Who is not a pilgrim?

 

 

A person is not a pilgrim (i.e. a momentarily ‘dead’ self, any not living unit) if and when she is complete, whole, perfect (i.e. a random, disconnected fact), @1, @rest, consequently a saint.

 

More precisely stated, a person is not a pilgrim, i.e. a saint, if and when all internal motion (i.e. commotion, turbulence, unrest, hence heat = external communication) has ceased, to wit, when she ‘waits’ as a random event. That’s when she is @home (i.e.@ rest), i.e. in nirvana. @home, she is cool, indeed, absolutely frozen/rigid/hard (relative to the warm/pliable/soft/unsteady pilgrim).*

 

When @ rest, the ex- (or pre-) pilgrim functions as a non-identifiable unit, i.e. as a particular (order of) 1, therefore as a particular, hence relative deadweight, i.e. as a state @ maximum anti-entropy (i.e. as a relative BEC). @ (internal) rest, therefore as an enstasy, she interacts randomly (i.e. acts against or upon another enstasy, or an enstatic part of an astasy or an ecstasy (i.e. of a (pre- or post stability) pilgrim) as a particular bit of hardware. As a bit (i.e. unit or quantum) of hardware she serves not only to make that with which she connect (randomly), i.e. which she strikes @ the capacity of c, real but also functions as a (relatively) real, because absolutely stable bit of reference/indentity, i.e. as a foundation stone – to be used by a pilgrim to re-construct and complete her self as a real, identifiable unit (read: self) with absolute freedom (read: joy), therefore as an ex (or pre-)pilgrim or saint.

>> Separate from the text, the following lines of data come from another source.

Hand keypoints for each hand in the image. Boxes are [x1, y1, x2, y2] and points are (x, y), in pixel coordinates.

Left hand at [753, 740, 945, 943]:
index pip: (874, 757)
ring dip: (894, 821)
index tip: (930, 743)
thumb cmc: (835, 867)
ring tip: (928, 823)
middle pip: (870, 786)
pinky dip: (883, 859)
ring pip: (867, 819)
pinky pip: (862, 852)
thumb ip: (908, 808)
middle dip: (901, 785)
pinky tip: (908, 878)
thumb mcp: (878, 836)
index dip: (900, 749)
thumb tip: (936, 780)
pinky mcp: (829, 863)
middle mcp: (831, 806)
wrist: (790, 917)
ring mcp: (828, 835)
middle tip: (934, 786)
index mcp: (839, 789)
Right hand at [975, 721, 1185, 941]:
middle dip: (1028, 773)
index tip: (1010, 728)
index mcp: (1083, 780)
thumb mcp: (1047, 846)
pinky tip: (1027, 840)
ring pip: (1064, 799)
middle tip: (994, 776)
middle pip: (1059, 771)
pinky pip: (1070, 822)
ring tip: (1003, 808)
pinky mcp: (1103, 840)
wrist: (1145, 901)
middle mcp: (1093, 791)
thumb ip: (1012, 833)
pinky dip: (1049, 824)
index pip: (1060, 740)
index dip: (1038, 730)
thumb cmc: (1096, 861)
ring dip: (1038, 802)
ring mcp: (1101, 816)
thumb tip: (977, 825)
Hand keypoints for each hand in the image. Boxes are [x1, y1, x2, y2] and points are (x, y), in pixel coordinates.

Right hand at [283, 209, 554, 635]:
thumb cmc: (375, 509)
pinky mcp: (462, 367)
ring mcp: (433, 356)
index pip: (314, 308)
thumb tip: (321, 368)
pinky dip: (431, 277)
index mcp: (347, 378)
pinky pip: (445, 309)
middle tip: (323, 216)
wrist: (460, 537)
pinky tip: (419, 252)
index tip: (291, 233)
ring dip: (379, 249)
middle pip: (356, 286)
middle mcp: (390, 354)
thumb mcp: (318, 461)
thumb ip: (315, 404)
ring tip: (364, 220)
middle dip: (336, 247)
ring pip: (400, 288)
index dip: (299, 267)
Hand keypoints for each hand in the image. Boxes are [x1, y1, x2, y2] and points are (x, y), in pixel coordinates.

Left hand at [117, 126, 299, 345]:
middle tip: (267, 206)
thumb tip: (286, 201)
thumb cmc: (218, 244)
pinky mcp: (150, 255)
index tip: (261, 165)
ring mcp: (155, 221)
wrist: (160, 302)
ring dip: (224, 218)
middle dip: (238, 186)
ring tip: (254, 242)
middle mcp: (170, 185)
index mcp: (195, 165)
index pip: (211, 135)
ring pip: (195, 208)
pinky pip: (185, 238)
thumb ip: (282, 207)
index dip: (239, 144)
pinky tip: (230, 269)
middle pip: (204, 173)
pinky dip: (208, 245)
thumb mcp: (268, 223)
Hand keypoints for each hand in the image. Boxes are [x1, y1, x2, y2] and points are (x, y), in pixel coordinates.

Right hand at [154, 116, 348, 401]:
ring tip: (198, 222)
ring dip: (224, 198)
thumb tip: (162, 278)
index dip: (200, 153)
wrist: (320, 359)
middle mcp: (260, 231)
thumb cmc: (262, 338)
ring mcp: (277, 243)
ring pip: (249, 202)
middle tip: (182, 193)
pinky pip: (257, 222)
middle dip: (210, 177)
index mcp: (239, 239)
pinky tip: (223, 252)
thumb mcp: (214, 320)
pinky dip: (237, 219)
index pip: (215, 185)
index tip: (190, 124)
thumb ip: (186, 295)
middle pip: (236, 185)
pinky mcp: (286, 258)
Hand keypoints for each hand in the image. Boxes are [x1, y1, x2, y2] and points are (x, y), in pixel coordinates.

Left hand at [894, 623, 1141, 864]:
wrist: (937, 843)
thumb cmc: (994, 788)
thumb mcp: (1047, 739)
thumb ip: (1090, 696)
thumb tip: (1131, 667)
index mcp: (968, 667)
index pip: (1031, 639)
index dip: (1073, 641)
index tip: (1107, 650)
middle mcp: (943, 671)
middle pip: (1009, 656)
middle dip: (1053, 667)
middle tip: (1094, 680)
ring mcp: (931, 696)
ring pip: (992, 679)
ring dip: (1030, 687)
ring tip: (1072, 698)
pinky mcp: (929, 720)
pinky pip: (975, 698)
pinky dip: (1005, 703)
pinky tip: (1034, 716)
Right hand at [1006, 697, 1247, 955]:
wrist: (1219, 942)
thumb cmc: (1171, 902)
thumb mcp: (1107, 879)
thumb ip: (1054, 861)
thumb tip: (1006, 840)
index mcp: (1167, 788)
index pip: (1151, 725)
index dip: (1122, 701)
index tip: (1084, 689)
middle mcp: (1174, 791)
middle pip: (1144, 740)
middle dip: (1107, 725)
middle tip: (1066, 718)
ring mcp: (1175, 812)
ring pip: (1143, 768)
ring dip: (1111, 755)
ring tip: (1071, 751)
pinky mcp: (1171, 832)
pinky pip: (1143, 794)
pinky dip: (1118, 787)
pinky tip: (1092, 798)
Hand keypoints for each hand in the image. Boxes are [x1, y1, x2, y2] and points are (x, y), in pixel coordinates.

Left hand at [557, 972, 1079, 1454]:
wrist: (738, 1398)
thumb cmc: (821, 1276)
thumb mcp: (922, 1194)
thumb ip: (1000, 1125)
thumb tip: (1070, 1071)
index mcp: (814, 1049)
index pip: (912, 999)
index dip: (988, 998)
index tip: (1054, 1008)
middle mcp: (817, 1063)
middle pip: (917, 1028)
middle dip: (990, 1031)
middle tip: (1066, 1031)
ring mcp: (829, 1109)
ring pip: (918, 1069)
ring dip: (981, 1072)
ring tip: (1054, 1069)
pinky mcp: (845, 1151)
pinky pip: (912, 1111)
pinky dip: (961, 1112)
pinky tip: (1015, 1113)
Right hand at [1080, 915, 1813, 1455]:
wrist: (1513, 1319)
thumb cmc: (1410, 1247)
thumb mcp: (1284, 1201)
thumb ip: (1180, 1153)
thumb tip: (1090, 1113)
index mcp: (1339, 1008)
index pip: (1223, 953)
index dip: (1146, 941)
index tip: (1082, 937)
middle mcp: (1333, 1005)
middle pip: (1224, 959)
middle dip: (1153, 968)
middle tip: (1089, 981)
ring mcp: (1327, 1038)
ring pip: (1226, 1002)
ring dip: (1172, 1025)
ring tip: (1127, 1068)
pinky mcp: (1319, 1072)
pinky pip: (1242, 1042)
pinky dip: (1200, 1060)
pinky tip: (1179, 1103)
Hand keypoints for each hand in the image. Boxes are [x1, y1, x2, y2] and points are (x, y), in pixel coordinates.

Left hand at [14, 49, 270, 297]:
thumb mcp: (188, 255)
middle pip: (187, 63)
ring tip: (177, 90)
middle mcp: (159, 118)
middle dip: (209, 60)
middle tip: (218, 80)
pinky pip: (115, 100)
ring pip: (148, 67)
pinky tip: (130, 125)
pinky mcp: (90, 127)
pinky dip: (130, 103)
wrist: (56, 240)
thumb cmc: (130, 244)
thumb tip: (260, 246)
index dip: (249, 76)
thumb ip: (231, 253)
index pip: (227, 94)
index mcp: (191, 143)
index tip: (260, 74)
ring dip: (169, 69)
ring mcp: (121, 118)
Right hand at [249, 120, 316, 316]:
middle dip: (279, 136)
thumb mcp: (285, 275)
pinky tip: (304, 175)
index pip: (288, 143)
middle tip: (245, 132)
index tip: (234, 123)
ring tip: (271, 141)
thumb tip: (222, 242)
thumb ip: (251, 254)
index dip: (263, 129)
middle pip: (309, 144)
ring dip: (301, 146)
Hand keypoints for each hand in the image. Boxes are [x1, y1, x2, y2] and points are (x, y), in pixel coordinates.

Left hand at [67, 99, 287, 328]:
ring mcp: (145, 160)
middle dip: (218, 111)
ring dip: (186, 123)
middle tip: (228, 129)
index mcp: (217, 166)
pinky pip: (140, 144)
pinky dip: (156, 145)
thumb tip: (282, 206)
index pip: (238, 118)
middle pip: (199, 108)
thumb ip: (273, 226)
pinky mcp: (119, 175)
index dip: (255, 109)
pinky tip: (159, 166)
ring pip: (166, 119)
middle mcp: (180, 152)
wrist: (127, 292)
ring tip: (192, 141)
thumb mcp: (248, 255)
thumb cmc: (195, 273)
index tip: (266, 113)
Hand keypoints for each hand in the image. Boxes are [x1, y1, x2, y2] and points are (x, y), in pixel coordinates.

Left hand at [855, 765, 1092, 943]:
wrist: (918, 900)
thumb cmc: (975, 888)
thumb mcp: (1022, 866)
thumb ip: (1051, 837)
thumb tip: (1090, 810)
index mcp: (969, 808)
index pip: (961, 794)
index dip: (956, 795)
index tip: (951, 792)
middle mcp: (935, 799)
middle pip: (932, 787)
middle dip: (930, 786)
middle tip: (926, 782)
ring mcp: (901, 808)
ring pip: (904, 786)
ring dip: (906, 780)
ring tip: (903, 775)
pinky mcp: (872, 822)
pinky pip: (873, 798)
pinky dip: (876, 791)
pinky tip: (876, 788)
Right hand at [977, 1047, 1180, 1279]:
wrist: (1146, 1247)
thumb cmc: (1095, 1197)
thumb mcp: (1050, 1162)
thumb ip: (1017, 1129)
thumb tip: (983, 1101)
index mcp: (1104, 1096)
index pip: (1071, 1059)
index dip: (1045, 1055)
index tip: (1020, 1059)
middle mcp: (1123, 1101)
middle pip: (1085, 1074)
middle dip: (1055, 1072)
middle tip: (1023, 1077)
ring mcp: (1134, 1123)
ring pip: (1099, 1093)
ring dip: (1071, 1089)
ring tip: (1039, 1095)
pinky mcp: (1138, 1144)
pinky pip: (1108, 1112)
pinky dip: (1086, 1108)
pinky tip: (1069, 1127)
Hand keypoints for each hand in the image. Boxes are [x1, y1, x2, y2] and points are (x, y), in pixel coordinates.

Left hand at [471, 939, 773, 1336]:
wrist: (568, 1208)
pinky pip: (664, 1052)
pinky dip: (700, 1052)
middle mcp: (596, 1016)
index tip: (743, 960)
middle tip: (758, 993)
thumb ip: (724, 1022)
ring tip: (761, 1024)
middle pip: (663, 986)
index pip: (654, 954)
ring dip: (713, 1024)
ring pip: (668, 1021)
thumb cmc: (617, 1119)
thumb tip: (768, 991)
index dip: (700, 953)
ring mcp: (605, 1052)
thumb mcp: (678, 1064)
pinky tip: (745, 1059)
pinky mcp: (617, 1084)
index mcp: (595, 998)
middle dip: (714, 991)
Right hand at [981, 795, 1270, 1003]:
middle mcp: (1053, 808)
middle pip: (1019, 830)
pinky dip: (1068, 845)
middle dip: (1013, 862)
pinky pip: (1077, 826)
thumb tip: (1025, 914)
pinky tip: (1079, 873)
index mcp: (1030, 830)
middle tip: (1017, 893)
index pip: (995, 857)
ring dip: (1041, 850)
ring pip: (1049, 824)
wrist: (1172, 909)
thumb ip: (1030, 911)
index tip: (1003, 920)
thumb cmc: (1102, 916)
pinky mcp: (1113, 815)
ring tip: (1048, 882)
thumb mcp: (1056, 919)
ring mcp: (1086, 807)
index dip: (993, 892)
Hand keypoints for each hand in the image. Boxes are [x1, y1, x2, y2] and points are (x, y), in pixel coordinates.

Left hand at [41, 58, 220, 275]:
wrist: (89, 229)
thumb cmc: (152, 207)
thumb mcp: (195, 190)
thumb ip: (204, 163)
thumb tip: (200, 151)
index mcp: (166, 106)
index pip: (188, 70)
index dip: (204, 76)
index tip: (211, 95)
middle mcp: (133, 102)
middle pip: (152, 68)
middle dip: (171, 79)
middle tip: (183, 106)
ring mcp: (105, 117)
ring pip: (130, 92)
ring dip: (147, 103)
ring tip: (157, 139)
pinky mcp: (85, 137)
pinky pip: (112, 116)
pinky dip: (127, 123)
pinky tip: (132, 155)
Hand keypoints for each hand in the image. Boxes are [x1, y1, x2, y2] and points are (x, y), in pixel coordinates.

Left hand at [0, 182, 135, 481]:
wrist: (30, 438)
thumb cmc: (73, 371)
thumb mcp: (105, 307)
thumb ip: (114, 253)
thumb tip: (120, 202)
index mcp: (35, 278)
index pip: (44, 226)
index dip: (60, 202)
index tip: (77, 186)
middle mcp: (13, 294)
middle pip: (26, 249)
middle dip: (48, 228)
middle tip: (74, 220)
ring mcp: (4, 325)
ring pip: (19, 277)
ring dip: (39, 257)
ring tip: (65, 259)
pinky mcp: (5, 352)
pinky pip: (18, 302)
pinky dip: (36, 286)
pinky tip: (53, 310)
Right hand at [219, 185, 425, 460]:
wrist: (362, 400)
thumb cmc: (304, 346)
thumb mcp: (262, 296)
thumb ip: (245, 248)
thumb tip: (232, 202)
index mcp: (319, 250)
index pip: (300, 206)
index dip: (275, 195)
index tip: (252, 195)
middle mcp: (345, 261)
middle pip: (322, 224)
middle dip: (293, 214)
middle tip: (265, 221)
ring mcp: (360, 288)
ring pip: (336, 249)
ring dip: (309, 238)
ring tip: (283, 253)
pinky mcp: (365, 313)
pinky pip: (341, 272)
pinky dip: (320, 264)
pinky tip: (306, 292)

In short, the not-pilgrim (or saint) functions as means (both hard and software) to helping a (soft, unstable) pilgrim end her pilgrimage and become a hard and stable saint in her own right.

 

In short, an ex- or pre-pilgrim (i.e. an enstasy, i.e. a saint as random quantum) is someone who is not on the move (internally stable, i.e. a minimum entropy), hence @home; in other words, the ex- or pre- pilgrim ‘waits’ (then acts) as a wholly stable system, i.e. as an order of 1 with the reality making capacity of 1.

 

In religion speak, a not-pilgrim (hence righteous, because a complete person) is called a saint (from Latin sanus ‘healthy’ or (actually meaning) sanctus ‘fully dedicated’), to wit, a holy (because whole, because completely stable within a religious dispensation) person.

 

* … In short, a pilgrim is a soft (i.e. on-going and identifiable) process and a not pilgrim is a hard, because stopped, decided, hence non-identifiable ‘thing’ (i.e. a hardware reality).